実はこの先のガロンヌ川の本流と支流のアリエージュ川の上流には AOC としてのワイン産地はなく(東に行けば意外とすぐにラングドック・ルーション地方に突入するが)、タルン川が即ちこの舟旅のゴールとなる。

タルン川に入るとすぐに間も無く AOC. Fronton / フロントンが現れ、そして AOC. Gaillac / ガイヤックがそれに続く。

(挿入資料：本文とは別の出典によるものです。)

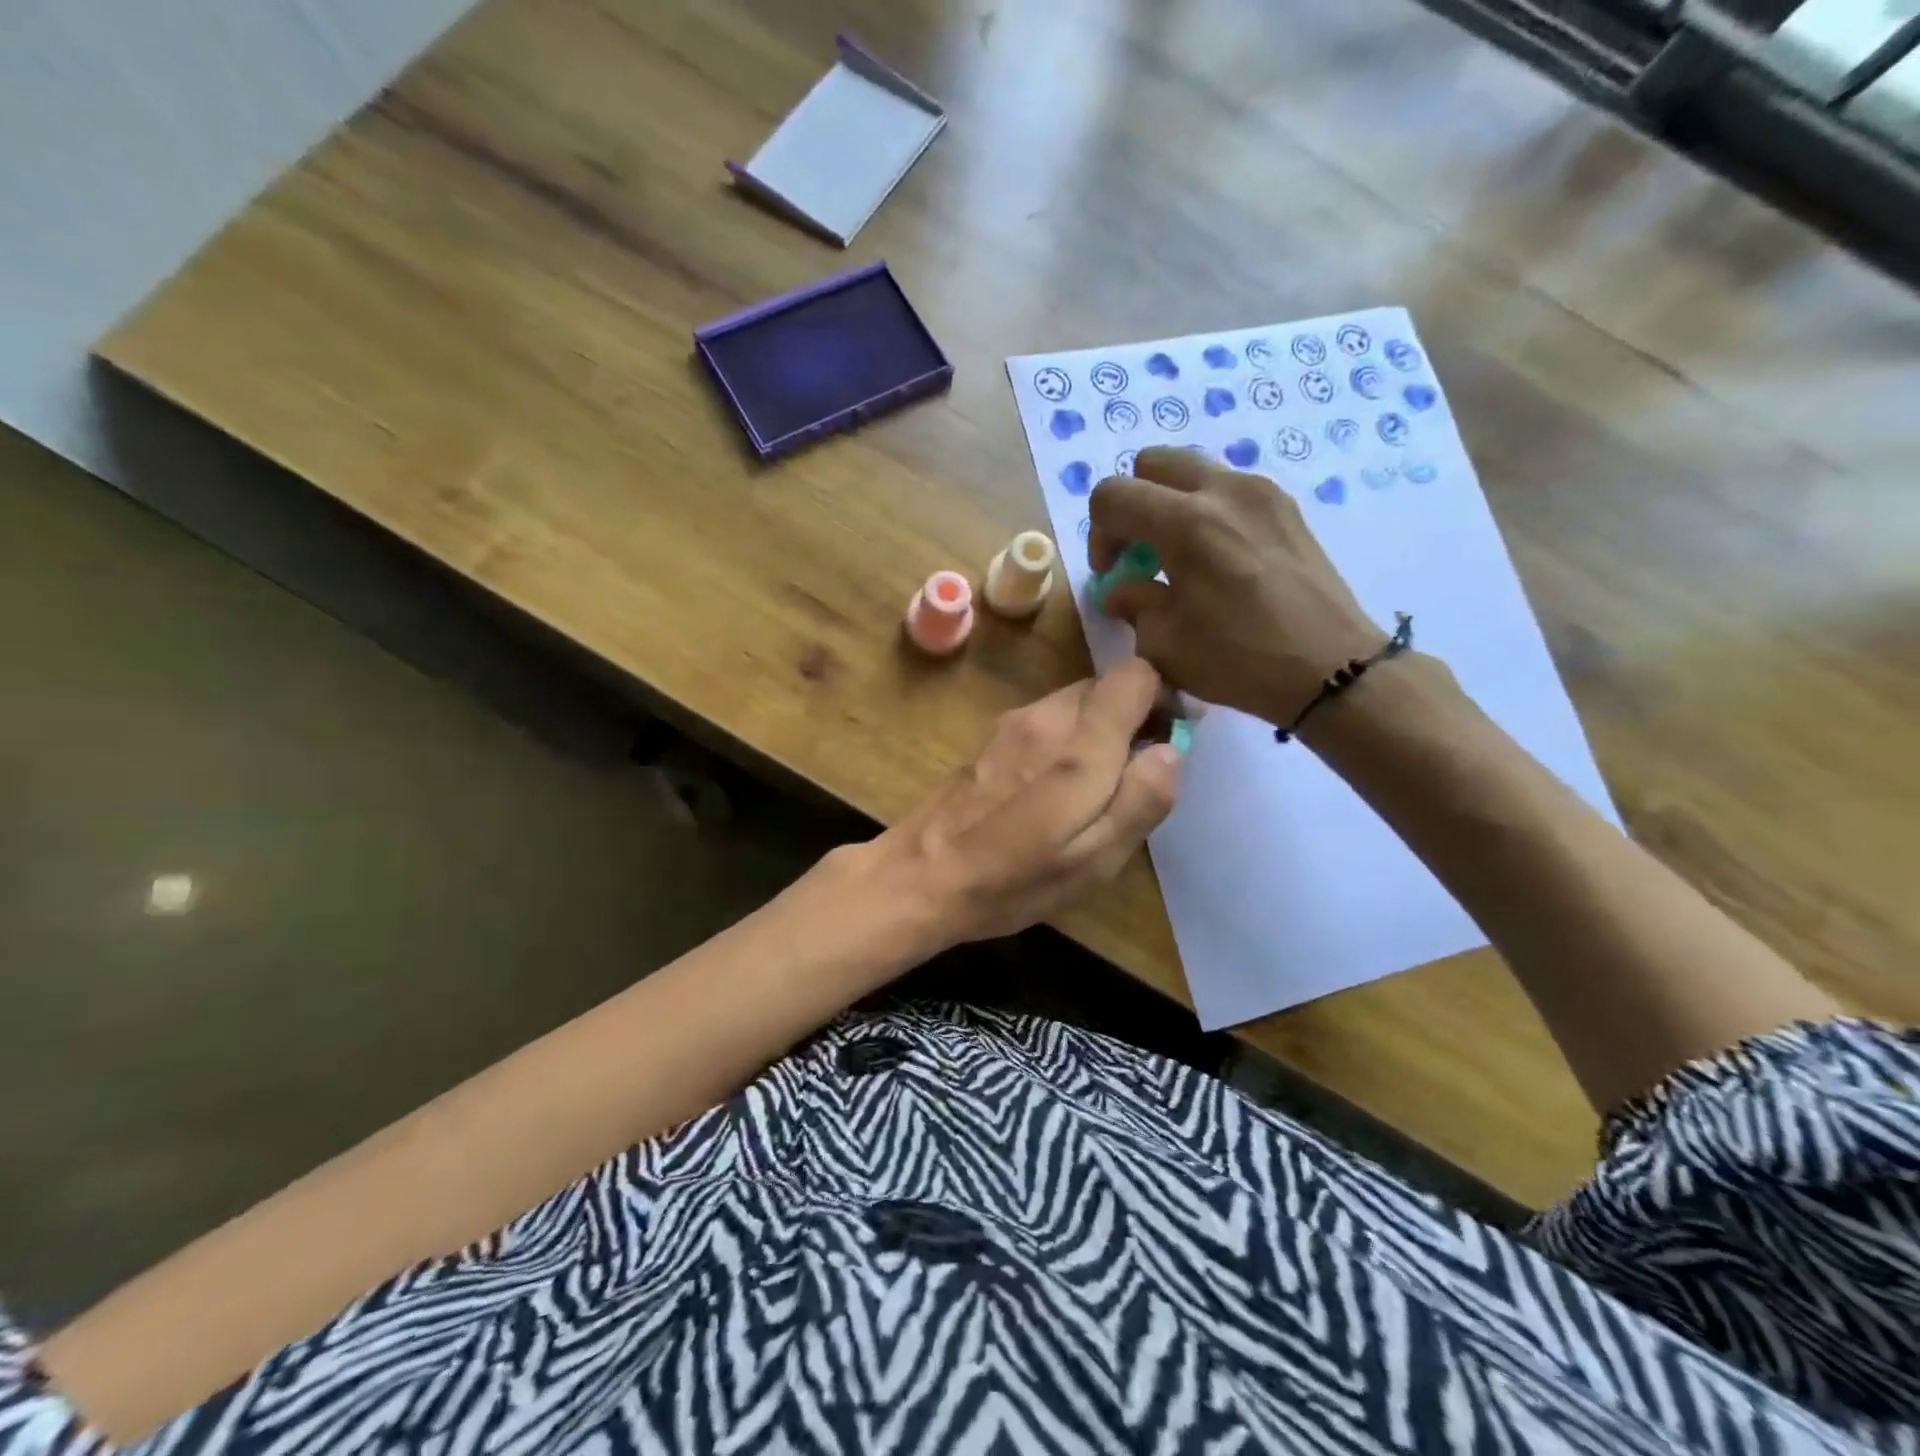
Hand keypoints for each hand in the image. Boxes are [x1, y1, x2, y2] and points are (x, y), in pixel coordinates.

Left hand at [877, 658, 1180, 943]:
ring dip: (1095, 730)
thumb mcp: (1096, 859)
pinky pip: (1044, 723)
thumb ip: (1142, 799)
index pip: (1135, 674)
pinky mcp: (990, 740)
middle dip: (1129, 717)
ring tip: (1093, 788)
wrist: (922, 876)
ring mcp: (1012, 725)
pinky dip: (1064, 740)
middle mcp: (1045, 717)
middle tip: (1134, 772)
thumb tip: (1171, 750)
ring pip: (1073, 704)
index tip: (1168, 735)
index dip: (1162, 696)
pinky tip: (1051, 790)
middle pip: (1104, 686)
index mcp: (1080, 742)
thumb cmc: (1015, 878)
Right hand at [1088, 447, 1382, 724]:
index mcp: (1185, 524)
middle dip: (1132, 504)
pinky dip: (1207, 510)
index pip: (1112, 495)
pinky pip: (1229, 488)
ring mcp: (1260, 492)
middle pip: (1151, 463)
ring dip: (1171, 503)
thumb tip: (1120, 589)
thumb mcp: (1165, 644)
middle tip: (1139, 551)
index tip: (1113, 572)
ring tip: (1179, 554)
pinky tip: (1218, 558)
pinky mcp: (1286, 506)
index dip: (1099, 534)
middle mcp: (1223, 491)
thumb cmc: (1240, 661)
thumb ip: (1133, 604)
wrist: (1332, 668)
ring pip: (1193, 470)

特に AOC. Gaillac は歴史あるワイン産地である。
ガロンヌ川の河口からは相当舟旅を続けてきた「奥地中の奥地」の印象だが、ワイン・ジャーナリストの柳忠之氏に拠れば「その名声はイギリスやフランスの宮廷で轟いていた。ガイヤックのワインは、英国王ヘンリー3世が1253年に20樽をイギリスに運ばせた記録がある」(出所:一般社団法人日本ソムリエ協会 教本2018)とのことである。
Gaillac では赤・ロゼ・辛口白ワインの他に、発泡白や甘口白ワインも造ることを許されており、デュラスやフェル・セルヴァドゥ、レン・ド・レルといった土着のブドウ品種を中心に、遥か昔から独自のワイン文化を形成していたことが窺える。

 

旅もそろそろ終着点に近付いてきた。
最後はタルン川沿いの小さな街 Albi / アルビに立ち寄ろう。
Albi と言えば本ブログにおいても第3作品目に登場した Toulouse-Lautrec (1864-1901)(以下、ロートレック)の生まれ故郷であり、彼の死後に母親が市に寄贈した作品がコレクションの中心となっているトゥールーズ=ロートレック美術館がある。
ロートレックの最期は、前編に登場したソーテルヌ&バルザック地区の AOC. Cadillac / カディヤックに近いマルロメ城であるから、ガロンヌの川(タルン川)のほとりに生まれてガロンヌ川に死したことになる。

波乱万丈の人生を歩んだロートレックも、偉大なる大河の流れに包まれながら、安らかな永遠の眠りについたことだろう。

Lautrec_reine_de_joie_(poster)_1892
Toulouse-Lautrec “Reine de Joie / 快楽の女王” (1892) トゥールーズ=ロートレック美術館所蔵

 

これでガロンヌ川の舟旅も終わり。
ぜひ機会があれば、他の世界中の川を旅してみたい。
勿論、妄想でワインとアートを巡りながら。